Packaged foods are marketed with countless healthy labels - promoting them as being a great choice like 'whole grain' or 'all natural'. Are these labels really healthy or an easy marketing tool to get you to buy more?
Unhealthy labels bannertenon

4 Unhealthy 'Healthy" Food Labels


Food companies that make packaged foods are a business. Like any business, their main goal is to sell more product and make more money. How do they do this? Successful marketing...

Marketing is successful when it speaks to you (the customer) and encourages you to want it and buy it.

"How will this product make your life better?"

When it comes to food and the current marketplace - if something is labeled as a healthy option you are more likely to buy it because we all want to be healthy! 

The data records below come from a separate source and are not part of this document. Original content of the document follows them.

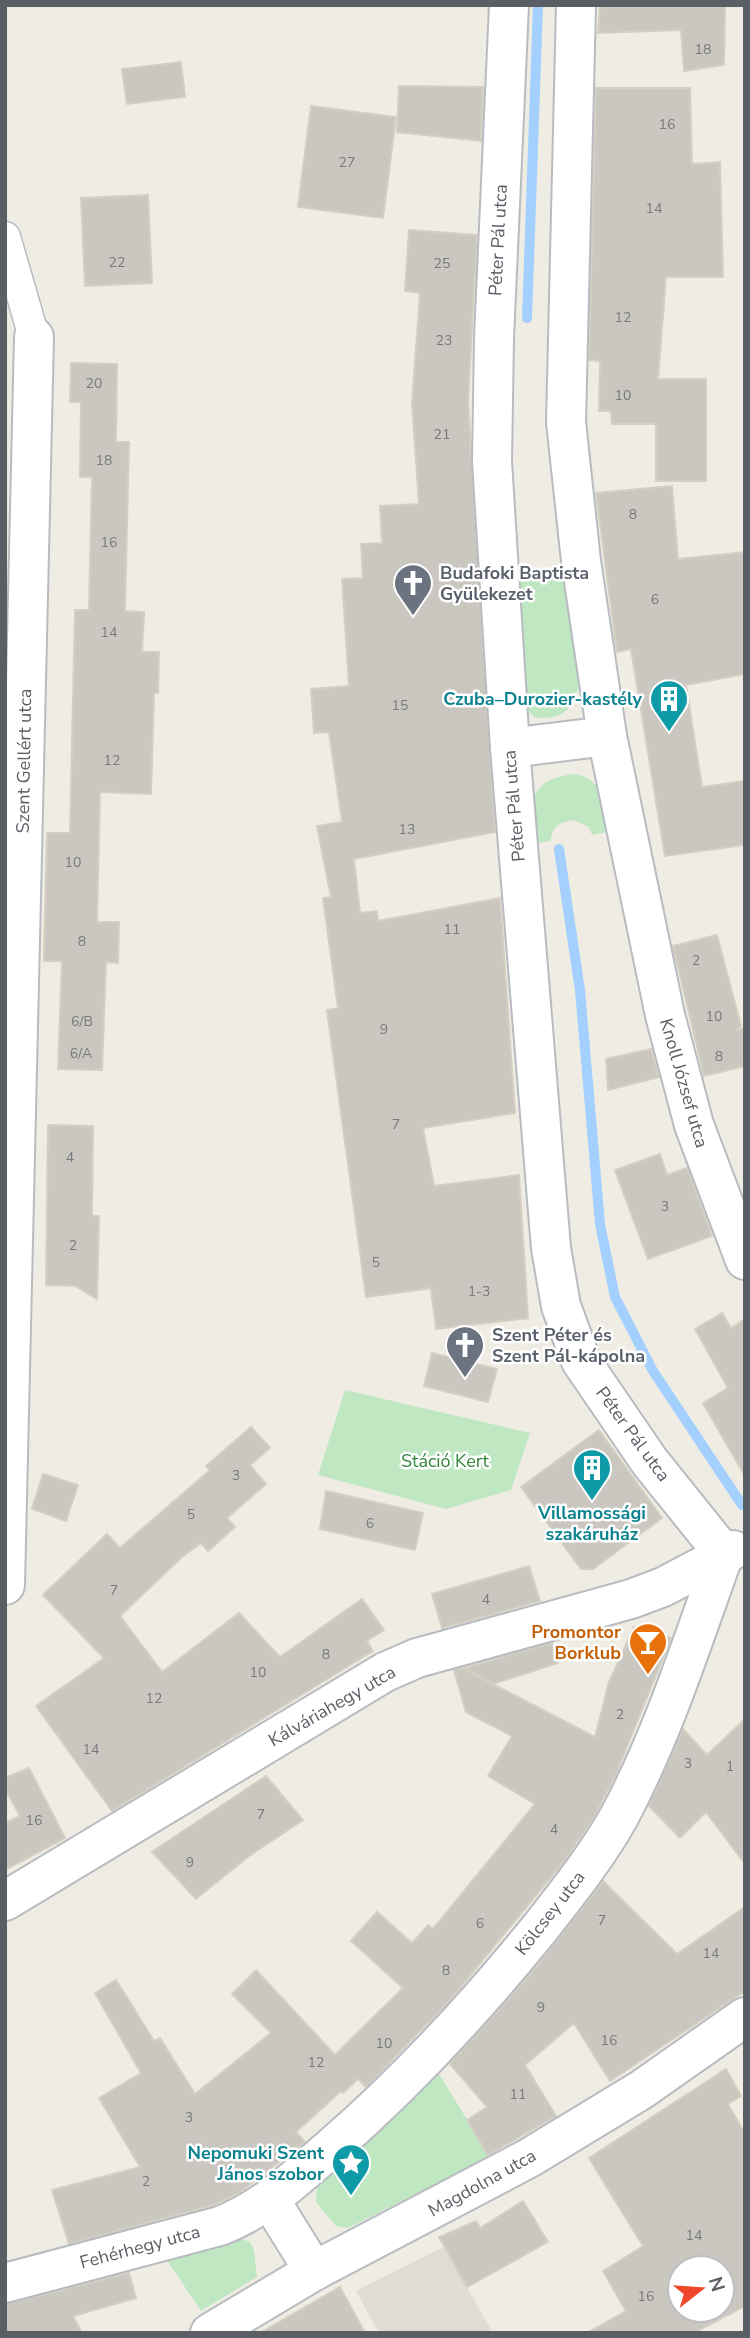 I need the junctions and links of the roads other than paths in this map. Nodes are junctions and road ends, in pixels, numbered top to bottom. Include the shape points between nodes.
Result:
1 (509, 5) edge
2 (576, 5) edge
3 (5, 237) edge
4 (34, 337) joint
5 (18, 454) edge
6 (607, 736) junction
7 (510, 748) junction
8 (12, 1035) edge
9 (745, 1260) edge
10 (734, 1549) edge
11 (6, 1584) edge
12 (5, 1901) edge
13 (745, 2017) edge
14 (270, 2200) junction
15 (314, 2271) junction
16 (5, 2283) edge
17 (210, 2333) edge

1 - 7 street, Péter Pál utca via 491,421
2 - 6 street via 566,422
3 - 4 street, Szent Gellért utca
4 - 5 street, Szent Gellért utca
5 - 8 street, Szent Gellért utca
6 - 7 street
6 - 9 street, Knoll József utca via 665,1015 694,1125
7 - 10 street, Péter Pál utca via 551,1248 561,1306 581,1361 614,1411
8 - 11 street, Szent Gellért utca
10 - 12 street, Kálváriahegy utca via 631,1599 418,1658 385,1672
10 - 14 street, Kölcsey utca via 648,1761 618,1819 574,1884 439,2046 378,2107
13 - 15 street, Magdolna utca via 641,2090 529,2158
14 - 15 street
14 - 16 street, Fehérhegy utca via 220,2226
15 - 17 street, Magdolna utca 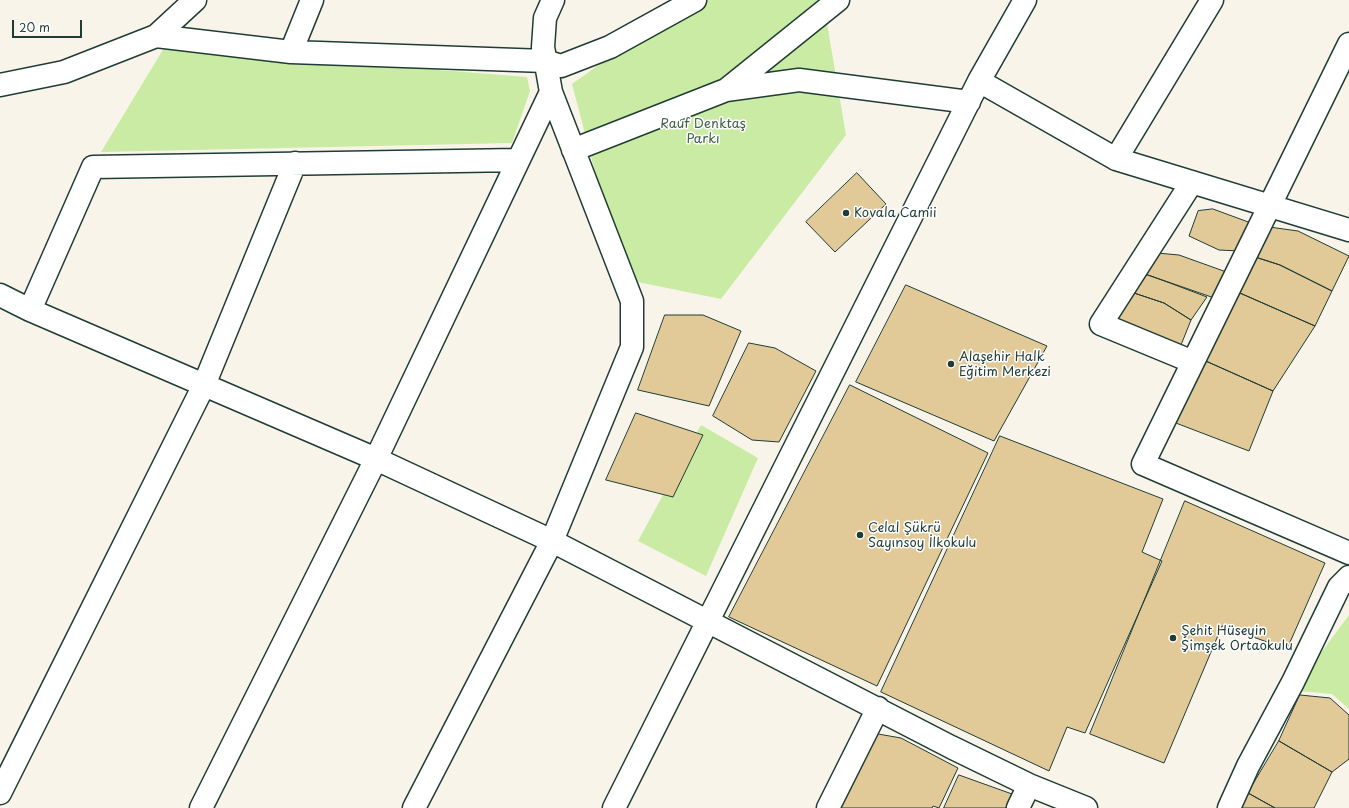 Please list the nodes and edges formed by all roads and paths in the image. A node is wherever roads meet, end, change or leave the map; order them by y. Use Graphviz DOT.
graph roads {
  1 [pos="195,0"];
  2 [pos="312,0"];
  3 [pos="553,0"];
  4 [pos="695,0"];
  5 [pos="838,0"];
  6 [pos="1025,0"];
  7 [pos="1212,0"];
  8 [pos="156,36"];
  9 [pos="1349,44"];
  10 [pos="291,52"];
  11 [pos="545,62"];
  12 [pos="979,81"];
  13 [pos="0,85"];
  14 [pos="726,90"];
  15 [pos="551,92"];
  16 [pos="969,102"];
  17 [pos="573,150"];
  18 [pos="1116,159"];
  19 [pos="518,160"];
  20 [pos="295,163"];
  21 [pos="1192,182"];
  22 [pos="1269,206"];
  23 [pos="1349,230"];
  24 [pos="0,295"];
  25 [pos="30,310"];
  26 [pos="1193,362"];
  27 [pos="204,385"];
  28 [pos="376,459"];
  29 [pos="552,541"];
  30 [pos="1349,553"];
  31 [pos="1349,577"];
  32 [pos="708,623"];
  33 [pos="878,708"];
  34 [pos="1030,785"];
  35 [pos="0,793"];
  36 [pos="201,808"];
  37 [pos="414,808"];
  38 [pos="614,808"];
  39 [pos="828,808"];
  40 [pos="1018,808"];
  41 [pos="1086,808"];
  42 [pos="1229,808"];
  1 -- 8 [label="street"];
  2 -- 10 [label="street"];
  3 -- 11 [label="street"];
  4 -- 11 [label="street"];
  5 -- 14 [label="street"];
  6 -- 12 [label="street"];
  7 -- 18 [label="street"];
  8 -- 10 [label="street"];
  8 -- 13 [label="street"];
  9 -- 22 [label="street"];
  10 -- 11 [label="street"];
  11 -- 15 [label="street"];
  12 -- 16 [label="street"];
  12 -- 18 [label="street"];
  14 -- 16 [label="street"];
  14 -- 17 [label="street"];
  15 -- 17 [label="street"];
  15 -- 19 [label="street"];
  16 -- 32 [label="street"];
  17 -- 29 [label="street"];
  18 -- 21 [label="street"];
  19 -- 20 [label="street"];
  19 -- 28 [label="street"];
  20 -- 25 [label="street"];
  20 -- 27 [label="street"];
  21 -- 22 [label="street"];
  21 -- 26 [label="street"];
  22 -- 23 [label="street"];
  22 -- 26 [label="street"];
  24 -- 25 [label="street"];
  25 -- 27 [label="street"];
  26 -- 30 [label="street"];
  27 -- 28 [label="street"];
  27 -- 35 [label="street"];
  28 -- 29 [label="street"];
  28 -- 36 [label="street"];
  29 -- 32 [label="street"];
  29 -- 37 [label="street"];
  31 -- 42 [label="street"];
  32 -- 33 [label="street"];
  32 -- 38 [label="street"];
  33 -- 34 [label="street"];
  33 -- 39 [label="street"];
  34 -- 40 [label="street"];
  34 -- 41 [label="street"];
} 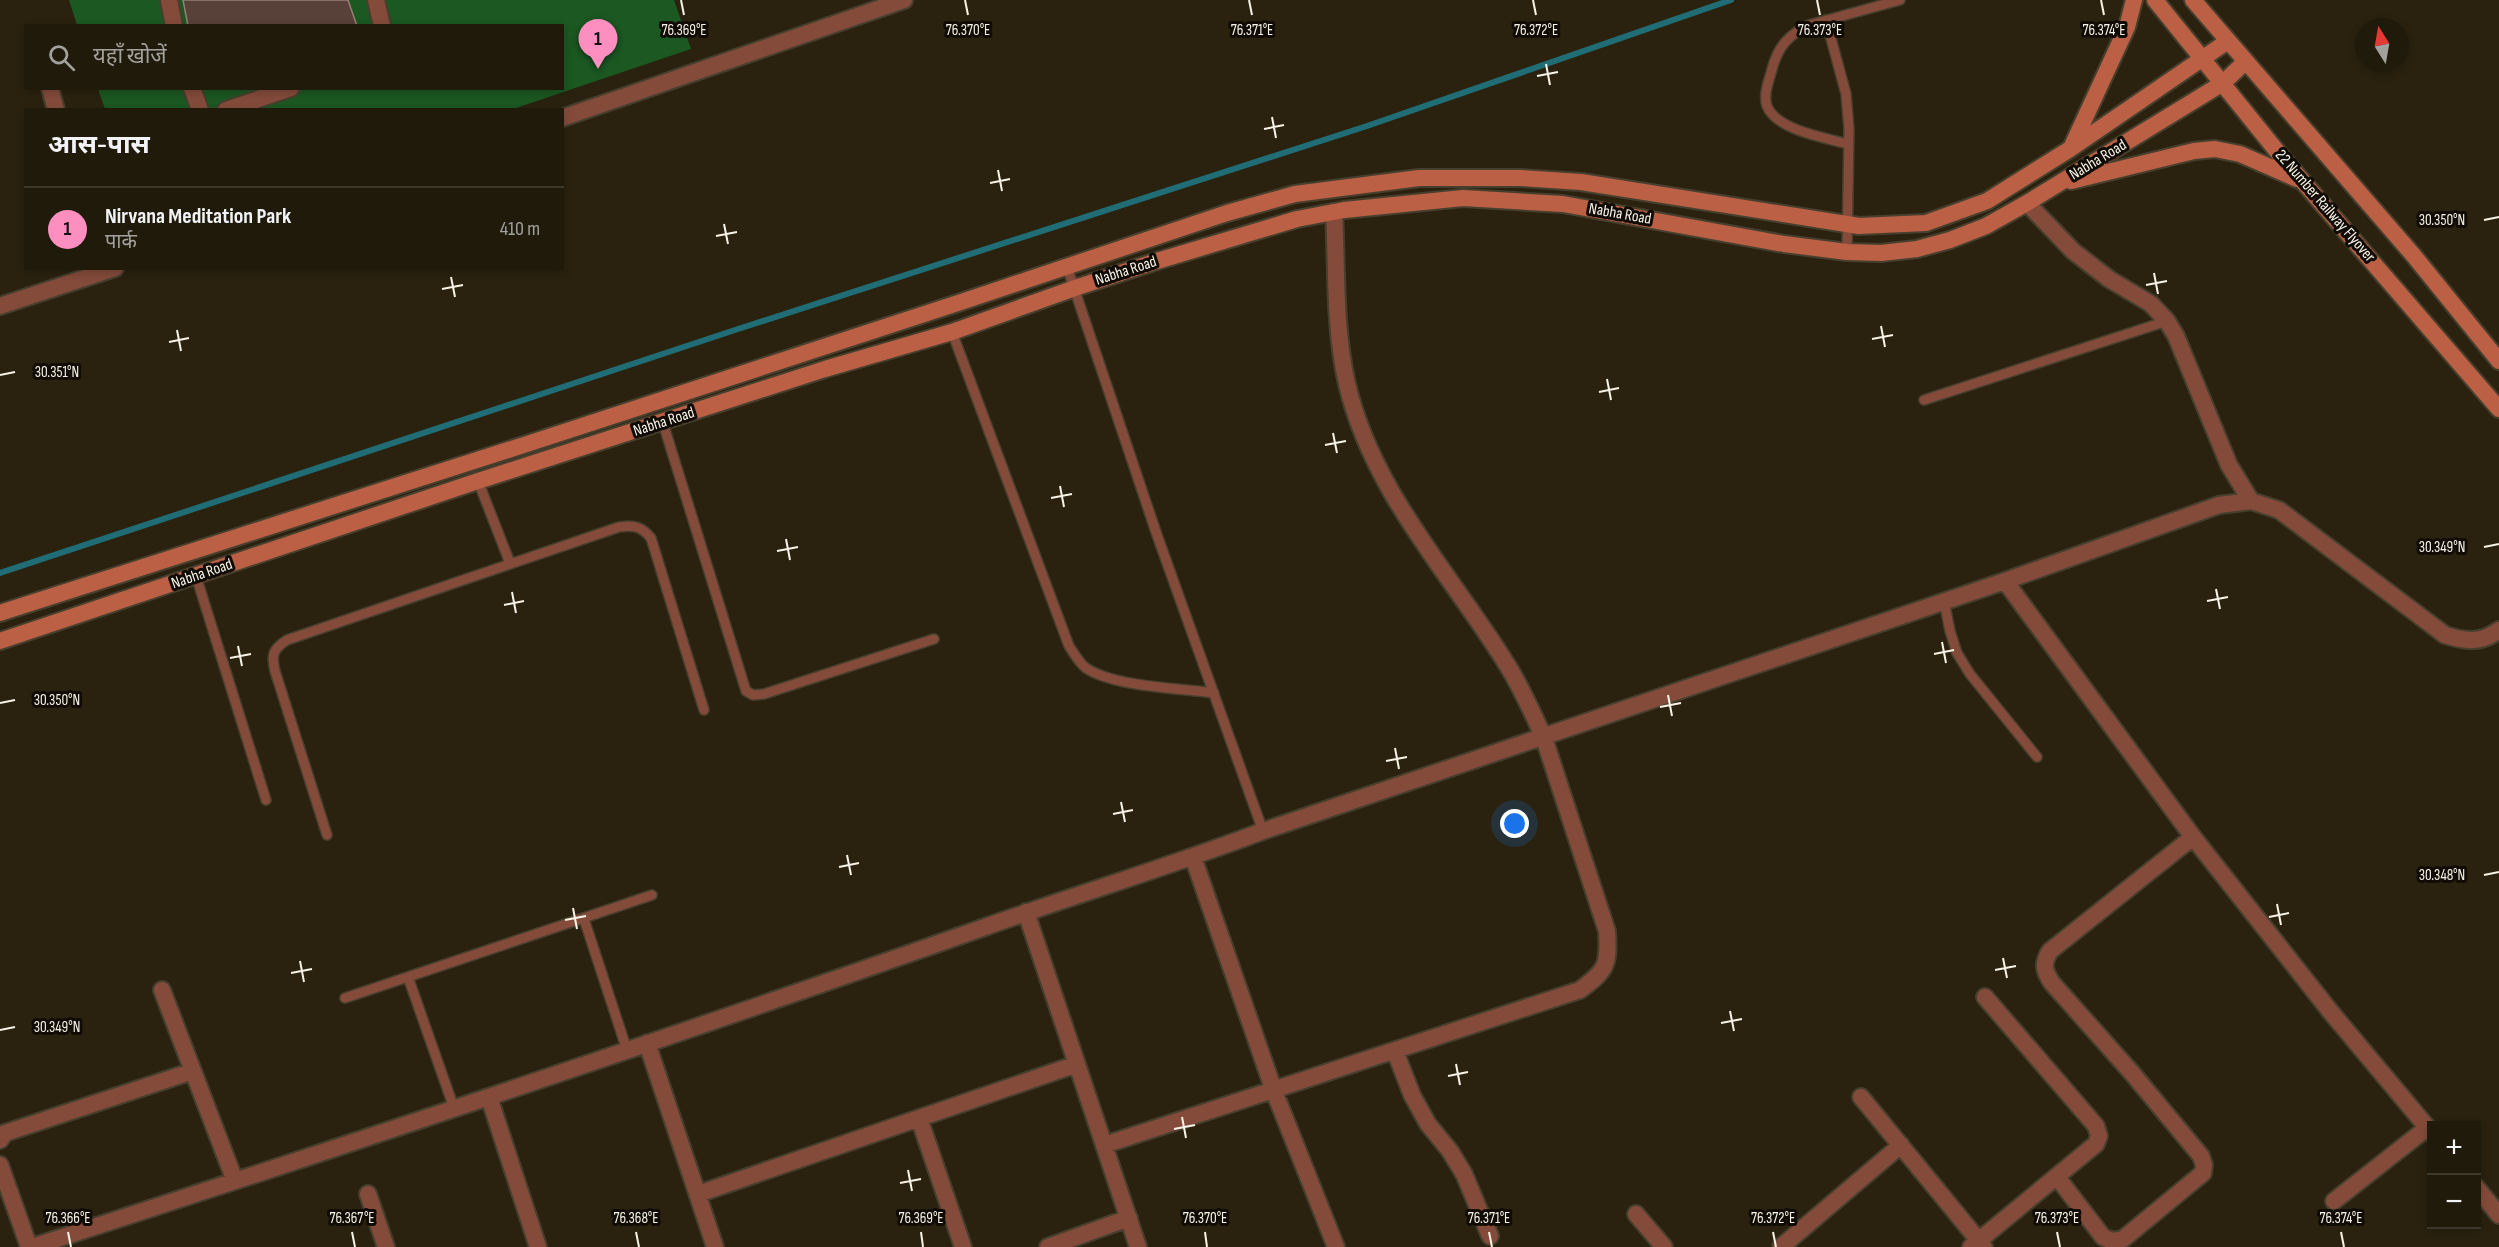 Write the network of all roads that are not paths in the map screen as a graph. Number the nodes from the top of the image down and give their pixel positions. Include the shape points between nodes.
1 (169, 0) edge
2 (376, 0) edge
3 (904, 0) edge
4 (1900, 0) edge
5 (2134, 0) edge
6 (2155, 0) edge
7 (2193, 0) edge
8 (1826, 20) junction
9 (174, 24) edge
10 (382, 24) edge
11 (2228, 41) junction
12 (2202, 58) junction
13 (2245, 62) junction
14 (2223, 83) junction
15 (51, 90) edge
16 (193, 90) edge
17 (285, 90) edge
18 (55, 108) edge
19 (199, 108) edge
20 (232, 108) edge
21 (564, 117) edge
22 (1848, 144) junction
23 (2070, 150) junction
24 (2304, 181) junction
25 (2058, 184) junction
26 (2027, 203) junction
27 (1334, 212) junction
28 (1848, 224) junction
29 (1847, 252) junction
30 (1067, 267) junction
31 (108, 270) edge
32 (1075, 288) junction
33 (0, 306) edge
34 (2166, 321) junction
35 (952, 332) junction
36 (2499, 361) edge
37 (1924, 400) dead end
38 (2499, 409) edge
39 (663, 423) junction
40 (478, 481) junction
41 (2252, 501) junction
42 (510, 563) junction
43 (196, 576) junction
44 (2005, 581) junction
45 (1944, 601) junction
46 (0, 613) edge
47 (2499, 630) edge
48 (934, 639) dead end
49 (0, 641) edge
50 (1214, 693) junction
51 (704, 710) dead end
52 (1544, 738) junction
53 (2037, 757) dead end
54 (266, 800) dead end
55 (1263, 831) junction
56 (327, 835) dead end
57 (2193, 837) junction
58 (1193, 857) junction
59 (652, 896) dead end
60 (1026, 912) junction
61 (584, 919) junction
62 (408, 977) junction
63 (162, 990) dead end
64 (1985, 997) dead end
65 (345, 998) dead end
66 (647, 1044) junction
67 (627, 1050) junction
68 (1395, 1051) junction
69 (1077, 1064) junction
70 (193, 1071) junction
71 (1274, 1091) junction
72 (489, 1097) junction
73 (1862, 1097) dead end
74 (454, 1108) junction
75 (919, 1118) junction
76 (2427, 1129) edge
77 (2427, 1132) edge
78 (0, 1140) edge
79 (1104, 1145) junction
80 (1901, 1145) junction
81 (0, 1165) edge
82 (2057, 1177) junction
83 (235, 1181) junction
84 (368, 1194) dead end
85 (698, 1194) junction
86 (2481, 1194) edge
87 (2334, 1201) dead end
88 (1636, 1214) dead end
89 (2499, 1215) edge
90 (1129, 1218) junction
91 (1490, 1236) dead end
92 (1978, 1245) edge
93 (30, 1247) edge
94 (386, 1247) edge
95 (538, 1247) edge
96 (715, 1247) edge
97 (963, 1247) edge
98 (1048, 1247) edge
99 (1138, 1247) edge
100 (1336, 1247) edge
101 (1664, 1247) edge
102 (1781, 1247) edge

1 - 9 street
2 - 10 street
3 - 21 street
4 - 8 lane
5 - 23 main road via 2127,27
6 - 12 main road, 22 Number Railway Flyover
7 - 11 main road, 22 Number Railway Flyover
8 - 22 lane via 1846,94
8 - 22 lane via 1795,32 1783,42 1766,92 1767,106 1775,118 1791,127
11 - 12 main road, Nabha Road
11 - 13 main road, 22 Number Railway Flyover
12 - 14 main road, 22 Number Railway Flyover
12 - 23 main road, Nabha Road
13 - 14 main road, Nabha Road
13 - 36 main road, 22 Number Railway Flyover via 2414,256
14 - 24 main road, 22 Number Railway Flyover
14 - 25 main road, Nabha Road
15 - 18 street
16 - 19 street
17 - 20 street
22 - 28 lane
23 - 28 main road, Nabha Road via 1987,201 1957,213 1926,223
24 - 25 main road via 2215,149
24 - 38 main road, 22 Number Railway Flyover
25 - 26 main road, Nabha Road
26 - 29 main road, Nabha Road via 1986,225 1917,249
26 - 34 street via 2073,251 2151,304
27 - 29 main road, Nabha Road via 1463,198 1563,204
27 - 32 main road, Nabha Road via 1250,232
27 - 52 street via 1338,333 1347,386 1366,441 1412,528 1505,662
28 - 29 lane
28 - 30 main road, Nabha Road via 1581,182 1511,177 1419,178 1295,194
30 - 32 lane
30 - 46 main road, Nabha Road
31 - 33 street
32 - 35 main road, Nabha Road
32 - 50 lane
34 - 37 lane
34 - 41 street via 2176,336 2229,465
35 - 39 main road, Nabha Road
35 - 50 lane via 1068,646 1083,667 1100,676 1128,682
39 - 40 main road, Nabha Road
39 - 48 lane via 746,691 764,694
40 - 42 lane
40 - 43 main road, Nabha Road
41 - 44 street via 2219,505
41 - 47 street via 2279,510 2445,635 2467,642
42 - 51 lane via 619,527 643,528 651,538
42 - 56 lane via 276,647 272,657 274,671
43 - 49 main road, Nabha Road
43 - 54 lane
44 - 45 street
44 - 57 street
45 - 52 street
45 - 53 lane via 1957,653
50 - 55 lane
52 - 55 street
52 - 68 street via 1607,931 1609,957 1599,975 1580,990
55 - 58 street
57 - 76 street
57 - 82 street via 2050,951 2043,961 2044,972 2052,983 2201,1156 2204,1173 2123,1239 2112,1241 2103,1238
58 - 60 street
58 - 71 street
59 - 61 lane
60 - 66 street
60 - 69 street
61 - 62 lane
61 - 67 lane
62 - 65 lane
62 - 74 lane
63 - 70 street
64 - 82 street via 2096,1126 2096,1144
66 - 67 street
66 - 85 street
67 - 72 street
68 - 71 street
68 - 91 street via 1428,1124 1464,1174
69 - 75 street
69 - 79 street
70 - 78 street via 5,1132
70 - 83 street
71 - 79 street
71 - 100 street
72 - 74 street
72 - 95 street
73 - 80 street
74 - 83 street
75 - 85 street
75 - 97 street
77 - 87 street
79 - 90 street
80 - 92 street
80 - 102 street
81 - 93 street
82 - 92 street
83 - 93 street
84 - 94 street
85 - 96 street
86 - 89 street
88 - 101 street
90 - 98 street
90 - 99 street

Your health, however isn't the goal of the company - higher sales are. So be mindful when you read so called 'healthy' labels on packages - they are basically ads for the food to get you to want to buy them. Below are four very popular labels food companies are currently having success with...

Gluten Free

This has become so trendy and supposedly “healthy” – especially with snack foods. Don’t get me wrong, if you have an allergy or sensitivity to gluten then you definitely need to avoid it. However, if you do not, choosing processed and packaged foods labelled 'gluten free' do not mean they are healthier. In fact, they are usually full of other highly processed (unhealthy) fillers to take the place of wheat or gluten – not a great choice. Instead, choose whole foods closest to their natural state -  vegetables, fruits, gluten free oats, quinoa, brown rice – all real, naturally gluten free foods that don’t come with a long list of ingredients. 


Now coming from a vegan this one might surprise you but the label ‘vegan’ is becoming more trendy by the minute! I am personally thrilled to see more people making the choice to reduce or avoid animal products however, many food companies see it as an opportunity to create cheap, highly processed foods and label them vegan so you will buy them! Remember your health is not their main concern! The better choice is to go with natural vegetables, fruits, whole grains, seeds, nuts and legumes – that is the basis of a plant based diet…PLANTS! If you choose to add in a few packaged vegan foods (which I do as well) read the ingredients and pick ones that have good, unprocessed foods in them – go with words you recognize!

Ready to bring a little more healthy ‘vegan’ into your life? Check out Simple Changes for a Healthy Plant Based Diet

Whole Grain

I love whole grains! They give you good energy, keep your brain functioning well and are full of fibre for weight management and a healthy digestive system. However, when I see a box of colourful, sweet cereal labelled ‘whole grains’ I cringe. Let’s be honest, whole grains aren’t blue or pink and yes, there might be a small glimmer of whole grain in that cereal but the large amount of sugar is cancelling out any chance of health they are promoting. Real whole grains are pure and well ‘whole’ – think oats, quinoa, brown rice…these foods don’t have ingredients, they ARE ingredients! 

Learn more about whole grain - Grains 101: The Good, The Bad & The Ugly

Sugar Free

Sugar is addictive. It is in a million different things that we eat and drink and don’t even know it! Our tastes have become accustomed to this level of sweetness. We know it isn’t good for us. And food companies know we know this - many of them are to blame for our addiction in the first place. So what do they do? Offer a ‘sugar free’ version – to keep you as a customer! So, if it tastes sweet but doesn’t have sugar then what exactly does it have? An artificial sweetener that mimics the taste of sugar and is potentially just as unhealthy as sugar – if not worse. A better choice is to choose naturally sweet fruits and vegetables to satisfy your craving – sweet potatoes, berries, bell peppers. Drink water with fruit slices or different flavours of clear herbal tea. If you do want a touch of sweetness in something like your oatmeal try a tiny amount of honey or maple syrup – natural sweeteners that your body can process and digest.

Learn 5 Simple Ways to Cut Out Excess Sugar

When you do choose packaged foods take time to read the ingredients, you want them to read like a recipe not a science experiment. If there are ingredients you haven’t heard of or wouldn’t use yourself in your kitchen then it isn’t the best choice.

The bottom line is that whole, real foods don’t have or need labels. They are naturally gluten free or vegan or sugar free, etc. Eating these foods is the simplest way to better health, so fill your plates and bowls with fresh, nourishing label free foods.